Menu

#290 Inhibit some type conversions

open-later
5
2003-06-24
2003-06-11
No

Hi,

I found that regexp changes the object type to string
type. I see this behavior in Tcl8.3.5 but not in Tcl8.1.

The stack trace when it calls the registered function to
free the old internal representation looks as follows:

#1 0x9d2a4 in SetStringFromAny (interp=0x0,
objPtr=0x11ebf8) at ./../generic/tclStringObj.c:1505
#2 0x9bc3c in Tcl_GetCharLength (objPtr=0x11ebf8)
at ./../generic/tclStringObj.c:329
#3 0x2fab4 in Tcl_RegexpObjCmd (dummy=0x0,
interp=0xfdd68, objc=2, objv=0xffdac)
at ./../generic/tclCmdMZ.c:227

The question is why Tcl_GetCharLength requires
changing the internal representation to string object. It
should simply call Tcl_GetStringFromObj and does a
strlen on the return C-string.

Looking at the code tclCmdMZ.c, it has the following
comment...

Get the length of the string that we are matching
before getting the regexp to avoid shimmering problems.

-- Yohan

Discussion

  • Jeffrey Hobbs

    Jeffrey Hobbs - 2003-06-11
    • status: open --> pending
     
  • Jeffrey Hobbs

    Jeffrey Hobbs - 2003-06-11
    • status: pending --> pending-invalid
     
  • Jeffrey Hobbs

    Jeffrey Hobbs - 2003-06-11

    Logged In: YES
    user_id=72656

    Er ... so? Why is this a bug report? In any case, the RE
    works with Unicode string objects, not utf-8 string objects.
    The code comments are accurate.

     
  • Yohan Sutjandra

    Yohan Sutjandra - 2003-06-11
    • status: pending-invalid --> open-invalid
     
  • Yohan Sutjandra

    Yohan Sutjandra - 2003-06-11

    Logged In: YES
    user_id=799156

    At the very least, it should check whether the Tcl_Obj is
    shared or not, and create a utf-8 string object on a new
    Tcl_obj. Don't you think?

    Just curious, what is shimmering problem? Where can I get
    reference to understand shimmering problem...?

     
  • Donal K. Fellows

    • labels: 104249 --> 105659
    • assigned_to: nobody --> dkf
    • status: open-invalid --> pending-invalid
     
  • Donal K. Fellows

    Logged In: YES
    user_id=79902

    At the moment, I'm tempted to say that the modification in
    behaviour in a place which is not generally exposed visibly
    at the script level is a consequence of a bug getting fixed.
    Please describe why you believe this to be a problem.

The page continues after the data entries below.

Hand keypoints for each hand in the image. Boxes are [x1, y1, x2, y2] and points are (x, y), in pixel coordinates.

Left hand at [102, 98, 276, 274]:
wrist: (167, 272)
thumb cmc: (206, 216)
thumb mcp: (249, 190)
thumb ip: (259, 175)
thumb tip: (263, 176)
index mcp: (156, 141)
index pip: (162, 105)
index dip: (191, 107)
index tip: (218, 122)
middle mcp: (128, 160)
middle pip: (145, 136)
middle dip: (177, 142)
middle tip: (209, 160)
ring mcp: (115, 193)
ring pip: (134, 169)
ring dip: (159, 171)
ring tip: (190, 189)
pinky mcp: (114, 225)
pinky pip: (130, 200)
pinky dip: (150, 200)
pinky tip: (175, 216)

    Object types are implementation features; mere caches of
    representations, and not something deeper.

     
  • Don Porter

    Don Porter - 2003-06-11
    • assigned_to: dkf --> nobody
    • labels: 105659 --> 104249
    • status: pending-invalid --> open-invalid
     
  • Don Porter

    Don Porter - 2003-06-11

    Logged In: YES
    user_id=80530

    Tcl_GetCharLength() returns the number of
    characters in the string, not the number of
    bytes.

    strlen(Tcl_GetStringFromObj) returns the
    number of bytes in the string, not the
    number of characters.

    They do not do the same thing, so you can't
    propose the latter as a replacement for
    the former.

     
  • Yohan Sutjandra

    Yohan Sutjandra - 2003-06-11

    Logged In: YES
    user_id=799156

    I'm sorry I said the wrong thing.

    I said..
    At the very least, it should check whether the Tcl_Obj is
    shared or not, and create a utf-8 string object on a new
    Tcl_obj.

    I meant to say,

    At the very least, it should check whether the Tcl_Obj is
    shared or not, and create a unicode string object on a new
    Tcl_obj.

    I guess it's fine if it's a requirement that regexp will change
    any object type to a string. I understand from your
    explanation that the regexp has to operate on an object with
    unicode type, leading to converting the old representation (of
    the type I registered) to the unicode representation and leads
    to freeing the old representation.

    I am trying to make use of Tcl memory management on
    Tcl_Obj by registering my own object type so that it will call
    the registered free function once it knows the object is not
    needed anymore.

    In other words, I registered a new object-type, and I want
    the Tcl_Obj that holds my object to stay as is throughout its
    lifespan. ie. it will only call the free function when the
    refCount is zero.

    Now I want to stop users from executing commands that will
    convert the object of my type to something else. Probably
    something like:

    set a [newMyType]
    regexp {hello} $a
    --> Illegal operation on variable a,
    --> converting 'MyType' to 'string' is prohibited

    incr a
    --> Illegal operation on variable a,
    --> converting 'MyType' to 'int' is prohibited

    Currently, I know only how to detect this by implementing a
    free function that detects whether the refCount is already
    zero or not. But this function returns void and I cannot stop
    the users from doing this.

    I'm okay if there is a way to prevent users from using such
    commands on my obj. Is there a way to return an error at a
    situation like this now.

     
  • Donal K. Fellows

    • labels: 104249 -->
    • milestone: 248896 -->
     
  • Donal K. Fellows

    Logged In: YES
    user_id=79902

    That's not a supported mode of operation, though it's one
    that I know I would like to support. However, the core is
    not currently up to it and is not likely to change in this
    respect in 8.* as it would require both non-trivial
    alterations to the Tcl_ObjType structure and a thorough
    code-review of a large fraction of the core to ensure that
    there aren't any holes where something could slip through.
    The current policy is that internal representations are just
    caches of what can be derived (possibly in some context)
    from the utf-8 string version of the object.

    BTW, I've done "magic objects" in the past and it works
    fairly well so long as you don't look at them in any way
    that doesn't understand exactly what they are. Putting them
    into variables and lists is fine. Treating them as strings
    or ints and you are on dangerous ground.

    This is a FRQ, not a bug.

     
  • Donal K. Fellows

    • assigned_to: nobody --> dkf
    • labels: --> 10. Objects
    • status: open-invalid --> open-later
     
  • Donal K. Fellows

    • summary: Regexp change Tcl_Obj type to string --> Inhibit some type conversions
     
  • Donal K. Fellows

    Logged In: YES
    user_id=79902

    See also RFE 219162